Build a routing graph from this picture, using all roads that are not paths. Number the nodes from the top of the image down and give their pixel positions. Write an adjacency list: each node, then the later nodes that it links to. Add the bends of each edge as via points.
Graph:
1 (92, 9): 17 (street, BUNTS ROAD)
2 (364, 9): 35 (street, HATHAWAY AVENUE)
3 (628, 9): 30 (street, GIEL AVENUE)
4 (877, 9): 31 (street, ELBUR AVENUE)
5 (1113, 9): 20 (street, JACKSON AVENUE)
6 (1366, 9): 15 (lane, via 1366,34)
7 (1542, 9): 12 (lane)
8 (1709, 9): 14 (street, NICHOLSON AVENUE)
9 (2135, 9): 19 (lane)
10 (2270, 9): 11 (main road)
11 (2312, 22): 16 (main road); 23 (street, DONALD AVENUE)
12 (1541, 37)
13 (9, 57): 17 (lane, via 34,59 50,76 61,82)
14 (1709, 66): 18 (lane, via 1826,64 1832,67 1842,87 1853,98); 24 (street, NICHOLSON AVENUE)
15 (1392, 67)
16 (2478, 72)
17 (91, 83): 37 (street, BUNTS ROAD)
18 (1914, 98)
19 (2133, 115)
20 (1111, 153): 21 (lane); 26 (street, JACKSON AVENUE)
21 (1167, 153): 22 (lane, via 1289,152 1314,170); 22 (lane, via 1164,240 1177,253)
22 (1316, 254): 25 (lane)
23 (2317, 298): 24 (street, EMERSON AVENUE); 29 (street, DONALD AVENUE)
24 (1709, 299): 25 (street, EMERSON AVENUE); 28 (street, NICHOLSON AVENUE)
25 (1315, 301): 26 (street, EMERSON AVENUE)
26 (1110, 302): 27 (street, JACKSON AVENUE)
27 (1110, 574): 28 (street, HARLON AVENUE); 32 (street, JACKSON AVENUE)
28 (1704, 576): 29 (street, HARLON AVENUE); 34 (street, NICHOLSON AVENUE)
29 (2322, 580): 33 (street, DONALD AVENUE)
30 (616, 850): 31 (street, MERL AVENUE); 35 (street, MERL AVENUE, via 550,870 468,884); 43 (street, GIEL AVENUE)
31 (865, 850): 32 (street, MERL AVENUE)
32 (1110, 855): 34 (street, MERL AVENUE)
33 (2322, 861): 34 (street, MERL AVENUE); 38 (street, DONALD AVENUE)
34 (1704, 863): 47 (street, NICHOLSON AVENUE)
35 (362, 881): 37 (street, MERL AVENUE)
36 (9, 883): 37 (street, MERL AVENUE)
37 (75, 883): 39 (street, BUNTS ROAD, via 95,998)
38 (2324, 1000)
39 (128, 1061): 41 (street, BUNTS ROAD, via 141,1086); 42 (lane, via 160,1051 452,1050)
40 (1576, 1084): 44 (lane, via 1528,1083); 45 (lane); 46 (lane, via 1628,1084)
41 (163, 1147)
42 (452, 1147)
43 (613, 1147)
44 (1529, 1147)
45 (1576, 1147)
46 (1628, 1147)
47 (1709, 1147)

□ □ □ □

§ Exercise aim: Write the entries out a second time. Match them exactly.

§ Output of the exercise:
Build a routing graph from this picture, using all roads that are not paths. Number the nodes from the top of the image down and give their pixel positions. Write an adjacency list: each node, then the later nodes that it links to. Add the bends of each edge as via points.
Graph:
1 (92, 9): 17 (street, BUNTS ROAD)
2 (364, 9): 35 (street, HATHAWAY AVENUE)
3 (628, 9): 30 (street, GIEL AVENUE)
4 (877, 9): 31 (street, ELBUR AVENUE)
5 (1113, 9): 20 (street, JACKSON AVENUE)
6 (1366, 9): 15 (lane, via 1366,34)
7 (1542, 9): 12 (lane)
8 (1709, 9): 14 (street, NICHOLSON AVENUE)
9 (2135, 9): 19 (lane)
10 (2270, 9): 11 (main road)
11 (2312, 22): 16 (main road); 23 (street, DONALD AVENUE)
12 (1541, 37)
13 (9, 57): 17 (lane, via 34,59 50,76 61,82)
14 (1709, 66): 18 (lane, via 1826,64 1832,67 1842,87 1853,98); 24 (street, NICHOLSON AVENUE)
15 (1392, 67)
16 (2478, 72)
17 (91, 83): 37 (street, BUNTS ROAD)
18 (1914, 98)
19 (2133, 115)
20 (1111, 153): 21 (lane); 26 (street, JACKSON AVENUE)
21 (1167, 153): 22 (lane, via 1289,152 1314,170); 22 (lane, via 1164,240 1177,253)
22 (1316, 254): 25 (lane)
23 (2317, 298): 24 (street, EMERSON AVENUE); 29 (street, DONALD AVENUE)
24 (1709, 299): 25 (street, EMERSON AVENUE); 28 (street, NICHOLSON AVENUE)
25 (1315, 301): 26 (street, EMERSON AVENUE)
26 (1110, 302): 27 (street, JACKSON AVENUE)
27 (1110, 574): 28 (street, HARLON AVENUE); 32 (street, JACKSON AVENUE)
28 (1704, 576): 29 (street, HARLON AVENUE); 34 (street, NICHOLSON AVENUE)
29 (2322, 580): 33 (street, DONALD AVENUE)
30 (616, 850): 31 (street, MERL AVENUE); 35 (street, MERL AVENUE, via 550,870 468,884); 43 (street, GIEL AVENUE)
31 (865, 850): 32 (street, MERL AVENUE)
32 (1110, 855): 34 (street, MERL AVENUE)
33 (2322, 861): 34 (street, MERL AVENUE); 38 (street, DONALD AVENUE)
34 (1704, 863): 47 (street, NICHOLSON AVENUE)
35 (362, 881): 37 (street, MERL AVENUE)
36 (9, 883): 37 (street, MERL AVENUE)
37 (75, 883): 39 (street, BUNTS ROAD, via 95,998)
38 (2324, 1000)
39 (128, 1061): 41 (street, BUNTS ROAD, via 141,1086); 42 (lane, via 160,1051 452,1050)
40 (1576, 1084): 44 (lane, via 1528,1083); 45 (lane); 46 (lane, via 1628,1084)
41 (163, 1147)
42 (452, 1147)
43 (613, 1147)
44 (1529, 1147)
45 (1576, 1147)
46 (1628, 1147)
47 (1709, 1147)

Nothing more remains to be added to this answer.